Stored items:

"""

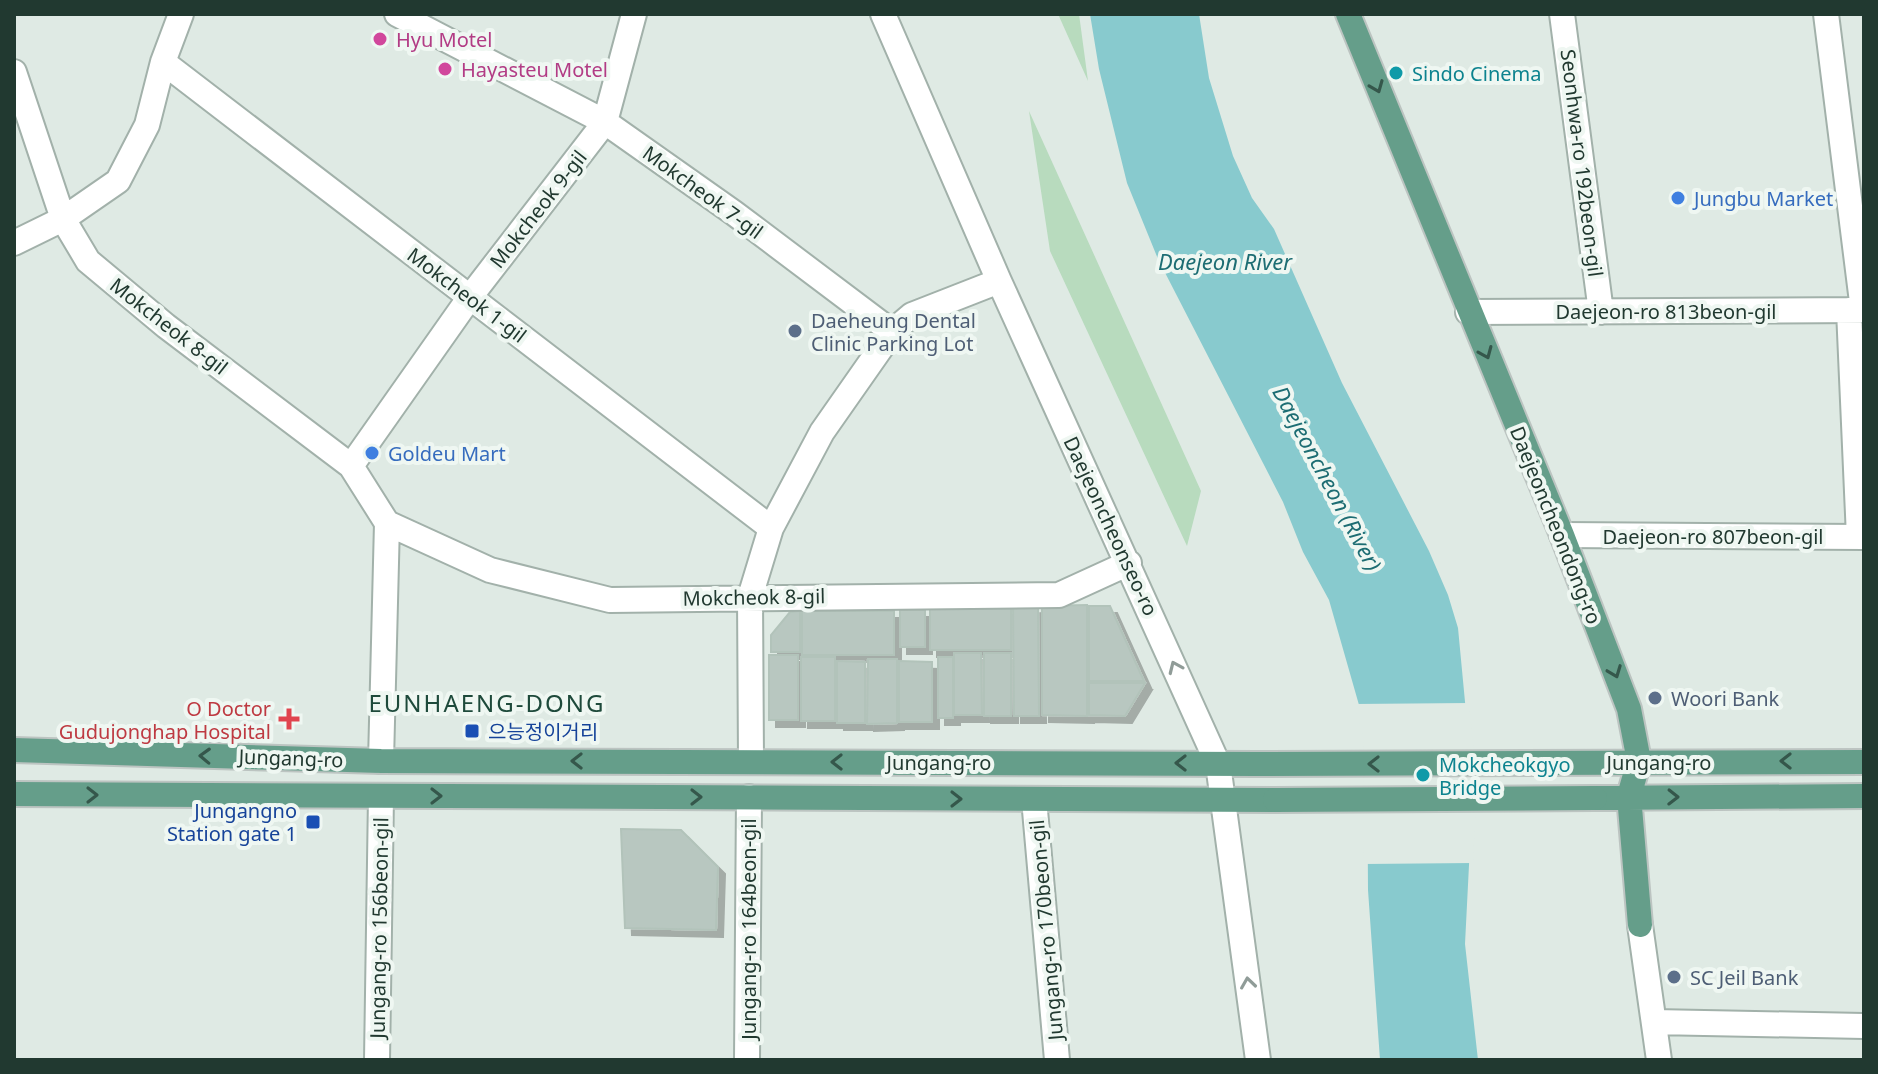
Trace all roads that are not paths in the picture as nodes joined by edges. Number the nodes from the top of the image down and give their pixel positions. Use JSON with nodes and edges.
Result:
{"nodes":[{"id":1,"x":181,"y":14,"type":"edge"},
{"id":2,"x":397,"y":14,"type":"edge"},
{"id":3,"x":634,"y":14,"type":"edge"},
{"id":4,"x":883,"y":14,"type":"edge"},
{"id":5,"x":1348,"y":14,"type":"edge"},
{"id":6,"x":1562,"y":14,"type":"edge"},
{"id":7,"x":1826,"y":14,"type":"edge"},
{"id":8,"x":163,"y":62,"type":"junction"},
{"id":9,"x":14,"y":72,"type":"edge"},
{"id":10,"x":605,"y":122,"type":"junction"},
{"id":11,"x":63,"y":219,"type":"junction"},
{"id":12,"x":14,"y":243,"type":"edge"},
{"id":13,"x":999,"y":281,"type":"junction"},
{"id":14,"x":470,"y":297,"type":"junction"},
{"id":15,"x":1859,"y":310,"type":"edge"},
{"id":16,"x":1468,"y":312,"type":"junction"},
{"id":17,"x":1601,"y":312,"type":"junction"},
{"id":18,"x":892,"y":332,"type":"junction"},
{"id":19,"x":351,"y":466,"type":"junction"},
{"id":20,"x":387,"y":523,"type":"junction"},
{"id":21,"x":771,"y":528,"type":"junction"},
{"id":22,"x":1562,"y":535,"type":"junction"},
{"id":23,"x":1862,"y":537,"type":"edge"},
{"id":24,"x":1129,"y":563,"type":"junction"},
{"id":25,"x":750,"y":597,"type":"junction"},
{"id":26,"x":14,"y":750,"type":"edge"},
{"id":27,"x":381,"y":761,"type":"junction"},
{"id":28,"x":751,"y":761,"type":"junction"},
{"id":29,"x":1639,"y":761,"type":"junction"},
{"id":30,"x":1864,"y":762,"type":"edge"},
{"id":31,"x":1218,"y":764,"type":"junction"},
{"id":32,"x":14,"y":794,"type":"edge"},
{"id":33,"x":381,"y":796,"type":"junction"},
{"id":34,"x":1629,"y":796,"type":"junction"},
{"id":35,"x":1864,"y":796,"type":"edge"},
{"id":36,"x":749,"y":797,"type":"junction"},
{"id":37,"x":1034,"y":799,"type":"junction"},
{"id":38,"x":1223,"y":800,"type":"junction"},
{"id":39,"x":1640,"y":925,"type":"joint"},
{"id":40,"x":1654,"y":1022,"type":"junction"},
{"id":41,"x":1864,"y":1026,"type":"edge"},
{"id":42,"x":377,"y":1060,"type":"edge"},
{"id":43,"x":747,"y":1060,"type":"edge"},
{"id":44,"x":1057,"y":1060,"type":"edge"},
{"id":45,"x":1258,"y":1060,"type":"edge"},
{"id":46,"x":1659,"y":1060,"type":"edge"}],
"edges":[{"from":1,"to":8,"type":"street"},
{"from":2,"to":10,"type":"street","name":"Mokcheok 7-gil"},
{"from":3,"to":10,"type":"street","name":"Mokcheok 9-gil"},
{"from":4,"to":13,"type":"street","name":"Daejeoncheonseo-ro"},
{"from":5,"to":16,"type":"main road","name":"Daejeoncheondong-ro","one_way":true},
{"from":6,"to":17,"type":"street","name":"Seonhwa-ro 192beon-gil"},
{"from":7,"to":15,"type":"street"},
{"from":8,"to":11,"type":"street"},
{"from":8,"to":14,"type":"street","name":"Mokcheok 1-gil"},
{"from":9,"to":11,"type":"street","name":"Mokcheok 8-gil"},
{"from":10,"to":14,"type":"street","name":"Mokcheok 9-gil"},
{"from":10,"to":18,"type":"street","name":"Mokcheok 7-gil"},
{"from":11,"to":12,"type":"street"},
{"from":11,"to":19,"type":"street","name":"Mokcheok 8-gil"},
{"from":13,"to":18,"type":"street"},
{"from":13,"to":24,"type":"street","name":"Daejeoncheonseo-ro"},
{"from":14,"to":19,"type":"street","name":"Mokcheok 9-gil"},
{"from":14,"to":21,"type":"street","name":"Mokcheok 1-gil"},
{"from":15,"to":17,"type":"street","name":"Daejeon-ro 813beon-gil"},
{"from":15,"to":23,"type":"street"},
{"from":16,"to":17,"type":"street","name":"Daejeon-ro 813beon-gil"},
{"from":16,"to":22,"type":"main road","name":"Daejeoncheondong-ro","one_way":true},
{"from":18,"to":21,"type":"street"},
{"from":19,"to":20,"type":"street","name":"Mokcheok 8-gil"},
{"from":20,"to":25,"type":"street","name":"Mokcheok 8-gil"},
{"from":20,"to":27,"type":"street"},
{"from":21,"to":25,"type":"street"},
{"from":22,"to":23,"type":"street","name":"Daejeon-ro 807beon-gil"},
{"from":22,"to":29,"type":"main road","name":"Daejeoncheondong-ro","one_way":true},
{"from":24,"to":25,"type":"street","name":"Mokcheok 8-gil"},
{"from":31,"to":24,"type":"street","name":"Daejeoncheonseo-ro","one_way":true},
{"from":25,"to":28,"type":"street"},
{"from":27,"to":26,"type":"main road","name":"Jungang-ro","one_way":true},
{"from":28,"to":27,"type":"main road","name":"Jungang-ro","one_way":true},
{"from":31,"to":28,"type":"main road","name":"Jungang-ro","one_way":true},
{"from":30,"to":29,"type":"main road","name":"Jungang-ro","one_way":true},
{"from":29,"to":31,"type":"main road","name":"Jungang-ro","one_way":true},
{"from":29,"to":34,"type":"main road","name":"Daejeoncheondong-ro"},
{"from":31,"to":38,"type":"street","name":"Daejeoncheonseo-ro"},
{"from":32,"to":33,"type":"main road","name":"Jungang-ro","one_way":true},
{"from":33,"to":36,"type":"main road","name":"Jungang-ro","one_way":true},
{"from":33,"to":42,"type":"street","name":"Jungang-ro 156beon-gil"},
{"from":34,"to":35,"type":"main road","name":"Jungang-ro","one_way":true},
{"from":34,"to":38,"type":"main road","name":"Jungang-ro","bridge":true},
{"from":34,"to":39,"type":"main road","name":"Daejeoncheondong-ro"},
{"from":36,"to":37,"type":"main road","name":"Jungang-ro","one_way":true},
{"from":36,"to":43,"type":"street","name":"Jungang-ro 164beon-gil"},
{"from":37,"to":38,"type":"main road","name":"Jungang-ro"},
{"from":37,"to":44,"type":"street","name":"Jungang-ro 170beon-gil"},
{"from":45,"to":38,"type":"street","name":"Daejeoncheonseo-ro","one_way":true},
{"from":39,"to":40,"type":"street","name":"Daejeoncheondong-ro"},
{"from":40,"to":41,"type":"street"},
{"from":40,"to":46,"type":"street","name":"Daejeoncheondong-ro"}]}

"""

▶ _Problem to work on_
With the pictures omitted, restate every entry above word for word.

▶ _Solution to the problem_
Trace all roads that are not paths in the picture as nodes joined by edges. Number the nodes from the top of the image down and give their pixel positions. Use JSON with nodes and edges.
Result:
{"nodes":[{"id":1,"x":181,"y":14,"type":"edge"},
{"id":2,"x":397,"y":14,"type":"edge"},
{"id":3,"x":634,"y":14,"type":"edge"},
{"id":4,"x":883,"y":14,"type":"edge"},
{"id":5,"x":1348,"y":14,"type":"edge"},
{"id":6,"x":1562,"y":14,"type":"edge"},
{"id":7,"x":1826,"y":14,"type":"edge"},
{"id":8,"x":163,"y":62,"type":"junction"},
{"id":9,"x":14,"y":72,"type":"edge"},
{"id":10,"x":605,"y":122,"type":"junction"},
{"id":11,"x":63,"y":219,"type":"junction"},
{"id":12,"x":14,"y":243,"type":"edge"},
{"id":13,"x":999,"y":281,"type":"junction"},
{"id":14,"x":470,"y":297,"type":"junction"},
{"id":15,"x":1859,"y":310,"type":"edge"},
{"id":16,"x":1468,"y":312,"type":"junction"},
{"id":17,"x":1601,"y":312,"type":"junction"},
{"id":18,"x":892,"y":332,"type":"junction"},
{"id":19,"x":351,"y":466,"type":"junction"},
{"id":20,"x":387,"y":523,"type":"junction"},
{"id":21,"x":771,"y":528,"type":"junction"},
{"id":22,"x":1562,"y":535,"type":"junction"},
{"id":23,"x":1862,"y":537,"type":"edge"},
{"id":24,"x":1129,"y":563,"type":"junction"},
{"id":25,"x":750,"y":597,"type":"junction"},
{"id":26,"x":14,"y":750,"type":"edge"},
{"id":27,"x":381,"y":761,"type":"junction"},
{"id":28,"x":751,"y":761,"type":"junction"},
{"id":29,"x":1639,"y":761,"type":"junction"},
{"id":30,"x":1864,"y":762,"type":"edge"},
{"id":31,"x":1218,"y":764,"type":"junction"},
{"id":32,"x":14,"y":794,"type":"edge"},
{"id":33,"x":381,"y":796,"type":"junction"},
{"id":34,"x":1629,"y":796,"type":"junction"},
{"id":35,"x":1864,"y":796,"type":"edge"},
{"id":36,"x":749,"y":797,"type":"junction"},
{"id":37,"x":1034,"y":799,"type":"junction"},
{"id":38,"x":1223,"y":800,"type":"junction"},
{"id":39,"x":1640,"y":925,"type":"joint"},
{"id":40,"x":1654,"y":1022,"type":"junction"},
{"id":41,"x":1864,"y":1026,"type":"edge"},
{"id":42,"x":377,"y":1060,"type":"edge"},
{"id":43,"x":747,"y":1060,"type":"edge"},
{"id":44,"x":1057,"y":1060,"type":"edge"},
{"id":45,"x":1258,"y":1060,"type":"edge"},
{"id":46,"x":1659,"y":1060,"type":"edge"}],
"edges":[{"from":1,"to":8,"type":"street"},
{"from":2,"to":10,"type":"street","name":"Mokcheok 7-gil"},
{"from":3,"to":10,"type":"street","name":"Mokcheok 9-gil"},
{"from":4,"to":13,"type":"street","name":"Daejeoncheonseo-ro"},
{"from":5,"to":16,"type":"main road","name":"Daejeoncheondong-ro","one_way":true},
{"from":6,"to":17,"type":"street","name":"Seonhwa-ro 192beon-gil"},
{"from":7,"to":15,"type":"street"},
{"from":8,"to":11,"type":"street"},
{"from":8,"to":14,"type":"street","name":"Mokcheok 1-gil"},
{"from":9,"to":11,"type":"street","name":"Mokcheok 8-gil"},
{"from":10,"to":14,"type":"street","name":"Mokcheok 9-gil"},
{"from":10,"to":18,"type":"street","name":"Mokcheok 7-gil"},
{"from":11,"to":12,"type":"street"},
{"from":11,"to":19,"type":"street","name":"Mokcheok 8-gil"},
{"from":13,"to":18,"type":"street"},
{"from":13,"to":24,"type":"street","name":"Daejeoncheonseo-ro"},
{"from":14,"to":19,"type":"street","name":"Mokcheok 9-gil"},
{"from":14,"to":21,"type":"street","name":"Mokcheok 1-gil"},
{"from":15,"to":17,"type":"street","name":"Daejeon-ro 813beon-gil"},
{"from":15,"to":23,"type":"street"},
{"from":16,"to":17,"type":"street","name":"Daejeon-ro 813beon-gil"},
{"from":16,"to":22,"type":"main road","name":"Daejeoncheondong-ro","one_way":true},
{"from":18,"to":21,"type":"street"},
{"from":19,"to":20,"type":"street","name":"Mokcheok 8-gil"},
{"from":20,"to":25,"type":"street","name":"Mokcheok 8-gil"},
{"from":20,"to":27,"type":"street"},
{"from":21,"to":25,"type":"street"},
{"from":22,"to":23,"type":"street","name":"Daejeon-ro 807beon-gil"},
{"from":22,"to":29,"type":"main road","name":"Daejeoncheondong-ro","one_way":true},
{"from":24,"to":25,"type":"street","name":"Mokcheok 8-gil"},
{"from":31,"to":24,"type":"street","name":"Daejeoncheonseo-ro","one_way":true},
{"from":25,"to":28,"type":"street"},
{"from":27,"to":26,"type":"main road","name":"Jungang-ro","one_way":true},
{"from":28,"to":27,"type":"main road","name":"Jungang-ro","one_way":true},
{"from":31,"to":28,"type":"main road","name":"Jungang-ro","one_way":true},
{"from":30,"to":29,"type":"main road","name":"Jungang-ro","one_way":true},
{"from":29,"to":31,"type":"main road","name":"Jungang-ro","one_way":true},
{"from":29,"to":34,"type":"main road","name":"Daejeoncheondong-ro"},
{"from":31,"to":38,"type":"street","name":"Daejeoncheonseo-ro"},
{"from":32,"to":33,"type":"main road","name":"Jungang-ro","one_way":true},
{"from":33,"to":36,"type":"main road","name":"Jungang-ro","one_way":true},
{"from":33,"to":42,"type":"street","name":"Jungang-ro 156beon-gil"},
{"from":34,"to":35,"type":"main road","name":"Jungang-ro","one_way":true},
{"from":34,"to":38,"type":"main road","name":"Jungang-ro","bridge":true},
{"from":34,"to":39,"type":"main road","name":"Daejeoncheondong-ro"},
{"from":36,"to":37,"type":"main road","name":"Jungang-ro","one_way":true},
{"from":36,"to":43,"type":"street","name":"Jungang-ro 164beon-gil"},
{"from":37,"to":38,"type":"main road","name":"Jungang-ro"},
{"from":37,"to":44,"type":"street","name":"Jungang-ro 170beon-gil"},
{"from":45,"to":38,"type":"street","name":"Daejeoncheonseo-ro","one_way":true},
{"from":39,"to":40,"type":"street","name":"Daejeoncheondong-ro"},
{"from":40,"to":41,"type":"street"},
{"from":40,"to":46,"type":"street","name":"Daejeoncheondong-ro"}]}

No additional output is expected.